Figure 5. Engagement of apically expressed ICAM-1 induces MLCK-dependent increase in PMN TEM.

PMN TEM in the basolateral-to-apical direction across untreated (control) or IFNγ treated (to induce ICAM-1 expression) T84 monolayers, was induced by a gradient of fMLF (100nM). (A) Transmigrated PMN were collected and introduced to the apical side of new T84 monolayers in the presence of fMLF (100nM), or added to bottom chambers of transwells, facing the apical membrane, but without direct contact with the monolayers (2.5×10⁵ PMN/well, 1h). After washing off the apically adhered PMN, subsequent PMN TEM was quantified. PMN apical interactions specifically with IFNγ treated T84 IECs significantly increased PMN TEM. This effect was reversed in the presence of anti-Mac-1 inhibitory Ab (20μg/ml).

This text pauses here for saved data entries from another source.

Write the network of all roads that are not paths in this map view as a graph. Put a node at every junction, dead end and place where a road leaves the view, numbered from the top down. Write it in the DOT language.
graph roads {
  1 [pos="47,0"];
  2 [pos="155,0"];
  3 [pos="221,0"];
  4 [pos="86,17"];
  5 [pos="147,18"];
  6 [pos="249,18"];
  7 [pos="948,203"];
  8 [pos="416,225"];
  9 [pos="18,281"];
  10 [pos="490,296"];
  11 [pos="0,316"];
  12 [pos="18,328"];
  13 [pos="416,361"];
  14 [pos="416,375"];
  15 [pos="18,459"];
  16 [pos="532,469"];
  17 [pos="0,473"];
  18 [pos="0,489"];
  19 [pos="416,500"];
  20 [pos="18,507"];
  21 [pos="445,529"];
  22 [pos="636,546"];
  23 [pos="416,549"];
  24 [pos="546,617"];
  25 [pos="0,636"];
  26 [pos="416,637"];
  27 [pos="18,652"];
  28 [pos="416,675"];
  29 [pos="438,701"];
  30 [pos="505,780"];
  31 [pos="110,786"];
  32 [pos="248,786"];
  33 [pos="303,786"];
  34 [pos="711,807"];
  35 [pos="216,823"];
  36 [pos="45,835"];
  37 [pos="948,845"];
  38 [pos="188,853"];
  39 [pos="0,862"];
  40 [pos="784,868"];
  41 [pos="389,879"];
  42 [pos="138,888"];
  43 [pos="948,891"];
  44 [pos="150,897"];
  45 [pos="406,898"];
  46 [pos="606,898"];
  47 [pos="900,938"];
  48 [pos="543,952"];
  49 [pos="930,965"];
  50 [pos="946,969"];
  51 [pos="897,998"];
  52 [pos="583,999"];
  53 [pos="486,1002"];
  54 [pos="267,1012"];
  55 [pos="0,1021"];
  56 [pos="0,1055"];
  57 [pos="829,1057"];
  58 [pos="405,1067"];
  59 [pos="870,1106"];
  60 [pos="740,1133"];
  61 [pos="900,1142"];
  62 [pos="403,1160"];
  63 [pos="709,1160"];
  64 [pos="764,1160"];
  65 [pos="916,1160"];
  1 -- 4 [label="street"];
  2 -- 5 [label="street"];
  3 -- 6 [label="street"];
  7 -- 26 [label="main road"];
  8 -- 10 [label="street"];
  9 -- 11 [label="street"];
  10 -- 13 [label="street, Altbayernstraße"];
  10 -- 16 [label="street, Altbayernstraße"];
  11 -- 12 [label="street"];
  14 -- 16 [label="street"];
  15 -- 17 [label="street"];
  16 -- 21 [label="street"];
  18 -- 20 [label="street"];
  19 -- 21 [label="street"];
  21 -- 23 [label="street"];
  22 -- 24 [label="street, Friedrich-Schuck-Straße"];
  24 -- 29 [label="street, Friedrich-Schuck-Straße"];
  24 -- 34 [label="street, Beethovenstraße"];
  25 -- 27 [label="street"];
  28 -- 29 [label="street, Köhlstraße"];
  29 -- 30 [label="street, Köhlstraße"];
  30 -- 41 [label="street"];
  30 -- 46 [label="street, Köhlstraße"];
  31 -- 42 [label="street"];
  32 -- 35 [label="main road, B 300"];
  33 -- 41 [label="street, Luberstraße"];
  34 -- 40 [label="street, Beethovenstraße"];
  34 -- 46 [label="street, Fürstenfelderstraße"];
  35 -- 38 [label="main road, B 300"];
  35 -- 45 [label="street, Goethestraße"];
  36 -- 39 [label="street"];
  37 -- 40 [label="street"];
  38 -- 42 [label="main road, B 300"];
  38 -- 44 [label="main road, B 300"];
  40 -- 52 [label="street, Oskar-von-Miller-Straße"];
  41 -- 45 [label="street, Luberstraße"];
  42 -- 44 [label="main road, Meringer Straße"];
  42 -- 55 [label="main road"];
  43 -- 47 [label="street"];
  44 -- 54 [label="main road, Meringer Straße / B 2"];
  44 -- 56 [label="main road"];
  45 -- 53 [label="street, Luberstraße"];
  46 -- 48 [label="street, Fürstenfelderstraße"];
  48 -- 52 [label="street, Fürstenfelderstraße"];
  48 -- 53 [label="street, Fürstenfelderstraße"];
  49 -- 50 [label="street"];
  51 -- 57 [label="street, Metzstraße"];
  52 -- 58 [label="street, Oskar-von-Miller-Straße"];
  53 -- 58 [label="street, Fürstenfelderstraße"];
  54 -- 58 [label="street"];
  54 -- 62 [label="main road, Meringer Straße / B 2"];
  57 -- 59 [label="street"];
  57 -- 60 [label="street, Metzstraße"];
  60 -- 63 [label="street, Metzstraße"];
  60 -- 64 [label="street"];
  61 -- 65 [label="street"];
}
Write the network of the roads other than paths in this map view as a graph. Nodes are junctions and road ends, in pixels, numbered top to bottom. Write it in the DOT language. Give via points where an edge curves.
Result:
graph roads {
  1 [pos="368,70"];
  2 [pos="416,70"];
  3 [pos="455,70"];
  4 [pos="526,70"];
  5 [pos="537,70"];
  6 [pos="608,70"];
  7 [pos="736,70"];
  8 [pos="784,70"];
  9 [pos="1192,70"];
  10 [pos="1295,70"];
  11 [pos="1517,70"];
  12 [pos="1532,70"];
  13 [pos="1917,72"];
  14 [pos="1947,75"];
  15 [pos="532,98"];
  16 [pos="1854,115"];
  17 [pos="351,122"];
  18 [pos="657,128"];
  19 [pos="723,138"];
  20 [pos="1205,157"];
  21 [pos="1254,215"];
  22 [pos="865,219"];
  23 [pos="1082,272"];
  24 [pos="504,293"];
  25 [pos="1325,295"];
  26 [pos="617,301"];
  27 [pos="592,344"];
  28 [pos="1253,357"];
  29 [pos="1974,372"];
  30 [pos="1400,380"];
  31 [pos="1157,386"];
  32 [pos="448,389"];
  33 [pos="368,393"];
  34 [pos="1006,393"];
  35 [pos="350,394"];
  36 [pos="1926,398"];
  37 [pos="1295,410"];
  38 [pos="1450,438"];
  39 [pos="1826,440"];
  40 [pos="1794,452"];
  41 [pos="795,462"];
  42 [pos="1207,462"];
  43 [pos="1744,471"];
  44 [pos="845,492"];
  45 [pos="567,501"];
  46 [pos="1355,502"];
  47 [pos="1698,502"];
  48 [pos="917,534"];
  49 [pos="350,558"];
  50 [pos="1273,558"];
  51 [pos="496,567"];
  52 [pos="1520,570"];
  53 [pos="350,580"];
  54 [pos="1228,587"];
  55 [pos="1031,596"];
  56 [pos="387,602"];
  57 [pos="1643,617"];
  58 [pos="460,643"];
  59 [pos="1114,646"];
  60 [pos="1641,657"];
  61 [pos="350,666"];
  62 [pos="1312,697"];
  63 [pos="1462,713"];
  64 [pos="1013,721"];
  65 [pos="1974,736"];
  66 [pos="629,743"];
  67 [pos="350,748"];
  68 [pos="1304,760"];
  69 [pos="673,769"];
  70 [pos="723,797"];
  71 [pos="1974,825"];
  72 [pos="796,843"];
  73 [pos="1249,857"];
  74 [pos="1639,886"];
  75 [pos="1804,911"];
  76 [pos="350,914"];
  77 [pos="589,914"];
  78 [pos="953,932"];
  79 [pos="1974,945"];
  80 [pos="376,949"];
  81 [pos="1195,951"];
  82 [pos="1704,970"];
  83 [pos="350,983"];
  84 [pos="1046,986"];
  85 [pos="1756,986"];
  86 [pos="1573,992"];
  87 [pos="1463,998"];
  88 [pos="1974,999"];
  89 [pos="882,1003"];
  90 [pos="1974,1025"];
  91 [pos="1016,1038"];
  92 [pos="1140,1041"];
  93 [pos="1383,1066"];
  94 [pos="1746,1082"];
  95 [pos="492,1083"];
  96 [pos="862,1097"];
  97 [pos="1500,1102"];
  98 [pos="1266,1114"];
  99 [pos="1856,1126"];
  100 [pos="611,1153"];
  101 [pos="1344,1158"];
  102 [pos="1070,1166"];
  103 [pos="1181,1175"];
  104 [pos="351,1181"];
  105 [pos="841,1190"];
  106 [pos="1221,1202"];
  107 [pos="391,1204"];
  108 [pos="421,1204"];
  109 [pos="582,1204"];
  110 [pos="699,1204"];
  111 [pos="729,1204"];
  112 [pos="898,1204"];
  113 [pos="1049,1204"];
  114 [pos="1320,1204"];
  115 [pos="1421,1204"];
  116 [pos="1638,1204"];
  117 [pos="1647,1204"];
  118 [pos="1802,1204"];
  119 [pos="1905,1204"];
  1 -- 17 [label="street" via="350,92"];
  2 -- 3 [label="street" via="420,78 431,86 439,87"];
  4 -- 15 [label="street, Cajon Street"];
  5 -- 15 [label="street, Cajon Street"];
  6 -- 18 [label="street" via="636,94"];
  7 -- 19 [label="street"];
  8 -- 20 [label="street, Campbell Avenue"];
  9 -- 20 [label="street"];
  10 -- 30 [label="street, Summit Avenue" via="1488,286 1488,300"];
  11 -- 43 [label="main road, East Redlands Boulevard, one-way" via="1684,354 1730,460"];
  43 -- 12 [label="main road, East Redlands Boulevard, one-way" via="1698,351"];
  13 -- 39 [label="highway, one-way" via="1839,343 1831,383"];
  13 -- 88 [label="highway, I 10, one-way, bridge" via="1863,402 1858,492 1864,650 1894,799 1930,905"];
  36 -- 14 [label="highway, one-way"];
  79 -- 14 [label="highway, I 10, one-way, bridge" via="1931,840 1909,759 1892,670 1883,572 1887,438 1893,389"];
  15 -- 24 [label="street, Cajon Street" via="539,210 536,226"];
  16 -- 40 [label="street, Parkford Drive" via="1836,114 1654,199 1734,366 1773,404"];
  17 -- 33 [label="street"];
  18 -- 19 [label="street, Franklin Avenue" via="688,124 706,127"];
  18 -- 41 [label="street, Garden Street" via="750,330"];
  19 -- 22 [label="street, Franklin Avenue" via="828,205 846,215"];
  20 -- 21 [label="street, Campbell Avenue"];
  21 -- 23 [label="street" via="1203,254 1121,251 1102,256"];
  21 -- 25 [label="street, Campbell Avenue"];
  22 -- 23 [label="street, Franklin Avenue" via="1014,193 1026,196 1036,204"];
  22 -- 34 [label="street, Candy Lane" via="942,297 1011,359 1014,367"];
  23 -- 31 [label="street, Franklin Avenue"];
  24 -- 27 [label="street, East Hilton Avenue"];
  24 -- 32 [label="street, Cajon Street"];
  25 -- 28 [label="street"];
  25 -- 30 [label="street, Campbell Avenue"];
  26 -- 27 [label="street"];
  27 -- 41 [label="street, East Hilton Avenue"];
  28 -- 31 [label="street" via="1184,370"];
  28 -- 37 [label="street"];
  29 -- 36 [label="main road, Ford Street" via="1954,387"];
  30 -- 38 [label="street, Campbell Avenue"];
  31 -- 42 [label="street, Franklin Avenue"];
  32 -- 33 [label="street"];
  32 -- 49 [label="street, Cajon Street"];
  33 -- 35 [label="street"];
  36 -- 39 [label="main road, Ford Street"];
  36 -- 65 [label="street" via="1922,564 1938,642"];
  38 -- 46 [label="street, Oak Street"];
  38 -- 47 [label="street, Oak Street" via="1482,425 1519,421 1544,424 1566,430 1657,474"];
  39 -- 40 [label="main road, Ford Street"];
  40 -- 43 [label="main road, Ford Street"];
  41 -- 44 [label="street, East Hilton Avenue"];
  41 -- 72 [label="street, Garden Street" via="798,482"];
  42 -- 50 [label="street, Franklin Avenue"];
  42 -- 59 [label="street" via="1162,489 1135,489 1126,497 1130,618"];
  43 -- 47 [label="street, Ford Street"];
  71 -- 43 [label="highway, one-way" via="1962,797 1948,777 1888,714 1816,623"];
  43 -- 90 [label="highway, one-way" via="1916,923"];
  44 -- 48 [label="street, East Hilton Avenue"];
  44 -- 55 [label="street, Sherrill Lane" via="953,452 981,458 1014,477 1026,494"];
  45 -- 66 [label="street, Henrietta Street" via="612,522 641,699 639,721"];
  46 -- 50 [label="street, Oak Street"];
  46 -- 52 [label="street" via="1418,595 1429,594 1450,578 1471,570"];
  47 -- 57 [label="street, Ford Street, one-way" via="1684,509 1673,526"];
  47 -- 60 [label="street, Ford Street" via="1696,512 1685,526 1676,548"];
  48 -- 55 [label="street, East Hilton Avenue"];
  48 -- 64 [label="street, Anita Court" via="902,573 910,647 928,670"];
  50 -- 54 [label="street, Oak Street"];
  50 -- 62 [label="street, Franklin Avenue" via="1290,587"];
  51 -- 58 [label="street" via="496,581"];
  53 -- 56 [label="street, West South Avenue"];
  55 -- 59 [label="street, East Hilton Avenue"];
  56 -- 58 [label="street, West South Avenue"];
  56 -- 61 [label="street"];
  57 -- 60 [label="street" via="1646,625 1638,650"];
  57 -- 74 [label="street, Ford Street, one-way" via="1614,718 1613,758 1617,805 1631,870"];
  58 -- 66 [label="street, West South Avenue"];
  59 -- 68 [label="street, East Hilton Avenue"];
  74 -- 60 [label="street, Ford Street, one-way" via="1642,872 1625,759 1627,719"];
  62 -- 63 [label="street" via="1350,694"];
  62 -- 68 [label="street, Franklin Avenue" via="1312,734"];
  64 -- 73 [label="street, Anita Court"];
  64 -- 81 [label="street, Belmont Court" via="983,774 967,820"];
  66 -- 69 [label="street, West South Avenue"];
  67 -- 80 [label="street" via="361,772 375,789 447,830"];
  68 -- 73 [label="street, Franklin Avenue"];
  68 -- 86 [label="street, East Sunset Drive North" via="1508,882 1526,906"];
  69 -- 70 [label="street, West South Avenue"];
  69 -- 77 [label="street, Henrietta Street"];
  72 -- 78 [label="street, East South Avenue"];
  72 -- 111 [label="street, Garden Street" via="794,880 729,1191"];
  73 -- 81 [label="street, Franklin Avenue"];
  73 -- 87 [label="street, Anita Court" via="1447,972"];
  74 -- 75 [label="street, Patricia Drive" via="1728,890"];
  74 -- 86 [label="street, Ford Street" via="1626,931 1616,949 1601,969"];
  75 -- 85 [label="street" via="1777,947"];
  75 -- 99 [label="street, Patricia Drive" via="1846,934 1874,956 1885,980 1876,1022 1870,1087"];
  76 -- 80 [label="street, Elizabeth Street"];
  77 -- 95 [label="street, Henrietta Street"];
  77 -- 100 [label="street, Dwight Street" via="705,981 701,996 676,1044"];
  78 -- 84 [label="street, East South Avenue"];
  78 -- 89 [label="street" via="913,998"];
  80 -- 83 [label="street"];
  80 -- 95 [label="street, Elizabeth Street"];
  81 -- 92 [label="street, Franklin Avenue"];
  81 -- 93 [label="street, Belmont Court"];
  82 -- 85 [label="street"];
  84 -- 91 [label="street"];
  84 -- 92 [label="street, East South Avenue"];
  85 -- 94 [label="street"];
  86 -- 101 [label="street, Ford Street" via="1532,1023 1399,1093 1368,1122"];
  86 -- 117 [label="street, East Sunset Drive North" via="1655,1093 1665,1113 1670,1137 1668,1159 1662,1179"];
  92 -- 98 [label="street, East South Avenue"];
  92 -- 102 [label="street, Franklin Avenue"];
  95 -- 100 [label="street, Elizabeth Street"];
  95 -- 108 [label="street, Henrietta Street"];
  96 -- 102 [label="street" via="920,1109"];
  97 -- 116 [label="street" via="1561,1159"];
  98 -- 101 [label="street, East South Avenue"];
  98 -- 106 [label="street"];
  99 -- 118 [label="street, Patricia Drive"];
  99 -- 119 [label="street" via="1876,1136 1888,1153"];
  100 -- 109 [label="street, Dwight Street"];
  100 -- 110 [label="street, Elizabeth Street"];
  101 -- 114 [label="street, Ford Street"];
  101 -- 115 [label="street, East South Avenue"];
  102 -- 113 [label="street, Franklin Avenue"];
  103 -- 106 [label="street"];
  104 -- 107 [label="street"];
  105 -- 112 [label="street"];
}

For all conditions the number of PMN that remained adherent to the apical epithelial membrane after washes was determined and subtracted from the total number of transmigrated PMN. (B) PMN TEM after Ab-mediated crosslinking of ICAM-1 or control protein (MHC-1) was quantified. Crosslinking of ICAM-1 but not MHC-1 on IFNγ treated T84 cells significantly increased PMN TEM. (C) Control and IFNγ treated T84 monolayers were preincubated with ML- 7 (MLCK inhibitor, 20SM) or Blebbistatin (myosin motor II inhibitor, 10μm) alone or followed by ICAM-1 crosslinking. The effects of these inhibitors on ICAM-1 crosslinking induced increases in PMN TEM were quantified. Both inhibitors prevented ICAM-1 crosslinking induced increases in PMN TEM. For all panels the data presented as fold increase above PMN TEM across unstimulated T84 IECs. N=4 independent experiments in triplicates, *(p<0.05), **(p<0.01), n.s. not significant, ANOVA with Newman-Keuls multiple comparison test.